Unfortunately, when you render out a large square of them the results look
very repetitive. Herringbone wang tiles work much better.

------
tgb
> It's also possible to allow tile rotation or mirroring. However, this
> complicates the nature of the edge constraint; with 90-degree rotation, the
> edge constraints on horizontals must be the same as the edge constraints on
> verticals. If mirroring (or 180-degree rotation) is allowed, the edge
> constraints must be internally symmetric. The advantage is that if rotation
> or mirroring are allowed, the minimum number of tiles needed decreases. (I
> haven't done the math to explore how far it goes down; somebody should.)
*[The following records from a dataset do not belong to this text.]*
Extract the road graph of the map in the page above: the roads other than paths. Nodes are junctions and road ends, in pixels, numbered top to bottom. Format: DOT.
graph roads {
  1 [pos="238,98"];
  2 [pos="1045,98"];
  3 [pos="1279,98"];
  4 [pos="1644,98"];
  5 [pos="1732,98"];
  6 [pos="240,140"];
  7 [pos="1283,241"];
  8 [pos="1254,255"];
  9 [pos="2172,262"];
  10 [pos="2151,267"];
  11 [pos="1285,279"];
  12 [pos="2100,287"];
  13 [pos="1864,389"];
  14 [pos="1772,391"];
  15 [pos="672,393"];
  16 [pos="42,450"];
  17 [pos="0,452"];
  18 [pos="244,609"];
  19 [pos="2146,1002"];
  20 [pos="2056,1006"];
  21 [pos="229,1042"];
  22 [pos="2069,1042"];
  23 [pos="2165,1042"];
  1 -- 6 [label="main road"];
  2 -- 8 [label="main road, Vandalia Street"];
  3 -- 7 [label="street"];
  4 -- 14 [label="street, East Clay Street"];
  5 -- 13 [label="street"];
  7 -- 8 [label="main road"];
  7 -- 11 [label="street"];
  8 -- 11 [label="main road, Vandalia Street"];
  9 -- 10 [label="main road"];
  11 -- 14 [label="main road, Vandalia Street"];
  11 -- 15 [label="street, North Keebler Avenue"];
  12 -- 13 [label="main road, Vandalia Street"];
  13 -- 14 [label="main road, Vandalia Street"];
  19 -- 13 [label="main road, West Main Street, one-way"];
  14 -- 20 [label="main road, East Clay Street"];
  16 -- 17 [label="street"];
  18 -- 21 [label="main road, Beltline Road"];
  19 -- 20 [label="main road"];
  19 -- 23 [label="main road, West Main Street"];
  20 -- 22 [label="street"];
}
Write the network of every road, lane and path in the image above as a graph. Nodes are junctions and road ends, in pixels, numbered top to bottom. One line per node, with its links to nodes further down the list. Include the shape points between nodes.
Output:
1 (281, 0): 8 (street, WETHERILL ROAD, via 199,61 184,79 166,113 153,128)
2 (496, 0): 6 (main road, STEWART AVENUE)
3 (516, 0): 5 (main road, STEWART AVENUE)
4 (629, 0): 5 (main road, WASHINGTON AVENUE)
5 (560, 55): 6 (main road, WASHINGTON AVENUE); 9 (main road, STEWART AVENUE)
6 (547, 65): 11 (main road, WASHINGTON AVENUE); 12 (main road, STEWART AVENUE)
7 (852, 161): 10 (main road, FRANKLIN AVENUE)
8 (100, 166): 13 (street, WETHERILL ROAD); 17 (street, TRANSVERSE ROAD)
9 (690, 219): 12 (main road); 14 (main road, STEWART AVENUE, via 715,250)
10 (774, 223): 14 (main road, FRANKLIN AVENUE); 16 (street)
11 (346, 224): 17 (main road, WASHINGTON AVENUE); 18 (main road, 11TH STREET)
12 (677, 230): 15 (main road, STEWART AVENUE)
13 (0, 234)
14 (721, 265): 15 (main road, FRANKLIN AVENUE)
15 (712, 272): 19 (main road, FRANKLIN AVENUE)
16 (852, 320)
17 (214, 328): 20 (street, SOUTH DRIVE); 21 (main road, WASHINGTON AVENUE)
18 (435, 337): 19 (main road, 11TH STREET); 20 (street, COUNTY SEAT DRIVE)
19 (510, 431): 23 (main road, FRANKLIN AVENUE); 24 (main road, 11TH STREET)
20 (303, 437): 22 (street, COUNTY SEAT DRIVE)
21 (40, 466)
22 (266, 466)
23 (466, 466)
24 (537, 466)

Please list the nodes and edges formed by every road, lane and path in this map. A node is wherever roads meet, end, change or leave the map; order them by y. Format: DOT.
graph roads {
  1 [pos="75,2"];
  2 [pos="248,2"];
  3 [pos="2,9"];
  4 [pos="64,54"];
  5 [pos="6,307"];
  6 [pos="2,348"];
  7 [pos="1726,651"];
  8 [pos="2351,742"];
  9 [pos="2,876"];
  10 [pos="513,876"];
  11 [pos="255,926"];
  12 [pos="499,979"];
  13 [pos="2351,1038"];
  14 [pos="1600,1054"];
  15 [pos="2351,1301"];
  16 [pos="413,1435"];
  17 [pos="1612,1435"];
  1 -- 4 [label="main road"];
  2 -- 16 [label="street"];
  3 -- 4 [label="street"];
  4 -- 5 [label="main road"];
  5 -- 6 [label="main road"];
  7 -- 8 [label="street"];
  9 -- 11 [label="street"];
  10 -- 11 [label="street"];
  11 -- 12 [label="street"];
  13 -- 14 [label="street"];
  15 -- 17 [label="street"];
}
Unless I'm mistaken, counting the number of tiles needed for a complete set
when allowing rotations and reflections comes down to the classic necklace
counting problem [1]. In particular, we have exactly 4 'beads' (i.e. edges in
this case) and n colors (conveniently called colors in both theories). (Well,
wikipedia's notation actually would call these 'bracelets' unless you didn't
include mirroring.) Wolfram Alpha [2] gives an enumeration of these numbers
for the first few, namely:

2 colors : 6 tiles, 6 w/ mirrors

3 colors: 24 tiles, 21 w/ mirrors

4 colors: 70 tiles, 55 w/ mirrors

5 colors: 165 tiles, 119 w/ mirrors

(Disclaimer: I might have messed up the "with mirrors" numbers.)

[1]
[http://en.wikipedia.org/wiki/Necklace_(combinatorics)](http://en.wikipedia.org/wiki/Necklace_\(combinatorics\))
[2]
[http://www.wolframalpha.com/input/?i=necklace+number](http://www.wolframalpha.com/input/?i=necklace+number)

------
Nickoladze
This is one of those posts that makes me want to sit down and learn to make a
game in my free time. Maybe I'll get around to it some time.

------
taylorbuley
I'm working on a canvas-based hexagonal grid system capable of implementing
algos such as these. If you're interested in developing the idea get in touch:
username at gmail.

------
thisjepisje
What would be some similar random-but-not-white noise algorithms? I only know
of perlin noise and its variations.